13/02/2020 - 14/02/2020 Teatro Ragazzi

giovedì 13 e venerdì 14 febbraio ore 9 e ore 11 | teatro ragazzi
Teatro Gioco Vita
RANOCCHIO
dall’opera di Max Velthuijs
adattamento teatrale Nicola Lusuardi e Fabrizio Montecchi
regia Fabrizio Montecchi
con Deniz Azhar Azari, Tiziano Ferrari
scene Nicoletta Garioni
sagome Federica Ferrari (dai disegni di Max Velthuijs)
musiche Michele Fedrigotti
costumi Sara Bartesaghi Gallo
realizzazione scene Sergio Bernasani, Davide Giacobbi
musiche registrate eseguite da Lello Narcisi flauto, Satoko Tsujimoto clarinetto, Mauro Loguercio violino, Daniele Beltrami violoncello, Michele Fedrigotti e Francesca Rivabene pianoforte, Michele Fedrigotti tastiere e voce, Paolo Filippi sound engineer
lo spettacolo è tratto dai libri di Max Velthuijs Frog is sad, Frog in Love, Frog and the Birdsong, Frog is Frog, Frog is Frightened editi da Andersen Press, London
dai 2 ai 5 anni
durata 45’

Le figure e le parole tratte dai libri illustrati di Max Velthuijs, uno dei più celebrati autori per l’infanzia al mondo, vivono sullo schermo del teatro d’ombre, trasformate, con leggerezza e poesia, in delicate storie animate.

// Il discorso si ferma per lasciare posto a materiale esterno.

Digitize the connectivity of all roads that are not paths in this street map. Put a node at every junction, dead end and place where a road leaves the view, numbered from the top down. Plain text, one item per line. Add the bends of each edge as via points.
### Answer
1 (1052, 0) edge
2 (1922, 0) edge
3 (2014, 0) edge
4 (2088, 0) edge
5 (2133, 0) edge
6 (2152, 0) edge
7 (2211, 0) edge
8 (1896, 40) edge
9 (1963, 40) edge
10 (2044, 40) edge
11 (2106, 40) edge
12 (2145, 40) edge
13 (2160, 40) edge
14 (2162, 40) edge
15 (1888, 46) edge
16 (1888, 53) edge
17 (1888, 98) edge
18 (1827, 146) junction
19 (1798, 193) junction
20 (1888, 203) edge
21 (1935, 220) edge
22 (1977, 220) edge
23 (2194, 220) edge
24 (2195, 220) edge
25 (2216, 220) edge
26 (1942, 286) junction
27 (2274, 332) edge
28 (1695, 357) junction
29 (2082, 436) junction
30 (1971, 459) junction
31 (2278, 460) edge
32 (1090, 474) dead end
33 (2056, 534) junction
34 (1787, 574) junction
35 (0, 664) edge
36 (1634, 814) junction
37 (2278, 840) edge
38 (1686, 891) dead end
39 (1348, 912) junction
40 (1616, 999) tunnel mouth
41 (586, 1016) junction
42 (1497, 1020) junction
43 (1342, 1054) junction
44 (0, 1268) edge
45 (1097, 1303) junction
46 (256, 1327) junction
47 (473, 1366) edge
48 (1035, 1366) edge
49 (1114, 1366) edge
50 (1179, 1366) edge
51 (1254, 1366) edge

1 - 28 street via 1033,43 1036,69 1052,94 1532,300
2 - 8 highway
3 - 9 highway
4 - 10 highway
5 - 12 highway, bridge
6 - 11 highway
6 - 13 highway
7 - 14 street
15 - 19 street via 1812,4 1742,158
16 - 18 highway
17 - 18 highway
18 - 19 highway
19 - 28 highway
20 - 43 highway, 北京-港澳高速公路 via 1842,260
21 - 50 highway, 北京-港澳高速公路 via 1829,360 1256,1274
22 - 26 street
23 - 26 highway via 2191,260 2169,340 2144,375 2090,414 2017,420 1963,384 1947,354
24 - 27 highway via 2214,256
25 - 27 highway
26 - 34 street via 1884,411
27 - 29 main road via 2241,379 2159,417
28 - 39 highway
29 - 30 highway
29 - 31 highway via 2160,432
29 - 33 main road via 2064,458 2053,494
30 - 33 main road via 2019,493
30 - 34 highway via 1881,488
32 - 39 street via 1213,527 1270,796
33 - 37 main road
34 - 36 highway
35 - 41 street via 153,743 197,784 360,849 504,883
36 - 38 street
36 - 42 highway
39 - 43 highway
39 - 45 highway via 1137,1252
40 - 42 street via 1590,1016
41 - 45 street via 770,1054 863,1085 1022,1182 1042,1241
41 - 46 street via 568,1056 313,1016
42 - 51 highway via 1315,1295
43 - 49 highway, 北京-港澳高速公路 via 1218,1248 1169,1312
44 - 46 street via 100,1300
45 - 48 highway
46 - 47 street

Candido e ingenuo, Ranocchio guarda il mondo con gli occhi sempre aperti, anzi, spalancati. Tutto intorno a sé lo sorprende, lo riempie di stupore, lo incuriosisce. Ranocchio ha tanti amici: Anatra, una dolce e amorevole compagna di giochi; Porcellino, un placido amante della casa e della buona cucina; Lepre, un intellettuale che ha sempre una risposta a tutto e Topo, un avventuriero tanto intraprendente quanto generoso. Insieme affrontano le grandi domande che i piccoli drammi di ogni giorno pongono loro. A tutti questi dilemmi esistenziali, Ranocchio e i suoi amici riescono sempre a trovare una risposta positiva. Un merlo trovato senza vita nel prato è l’occasione per interrogarsi sul mistero della morte e la necessità di celebrare la gioia di essere vivi. Il mal d’amore provato da Ranocchio è lo spunto per riflettere sul dolore e sulla felicità che da esso scaturisce. Uno spavento notturno rende inevitabile un’indagine sul tema della paura vera e della “paura di aver paura”. Con parole e immagini di grande forza ed essenzialità, le vicende di Ranocchio e dei suoi amici, grazie ad uno humour gentile, ci confortano e ci trasmettono una grande voglia di vivere. Lo fanno parlando di sé, ma, nel fare questo, ci parlano anche di noi. Di noi che siamo grandi e ancora non sappiamo sempre accettarci ma, anche e soprattutto, di chi grande lo deve diventare e si misura ogni giorno con i problemi che il proprio crescere nel mondo comporta. Queste piccole storie dal cuore grande sono tratte dai libri illustrati di Max Velthuijs, uno dei più celebrati autori e illustratori per l’infanzia al mondo. Le sue figure e le sue parole sono state staccate dal loro contesto originario, per farle vivere sullo schermo del teatro d’ombre, trasformate, con leggerezza e poesia, in delicate storie animate.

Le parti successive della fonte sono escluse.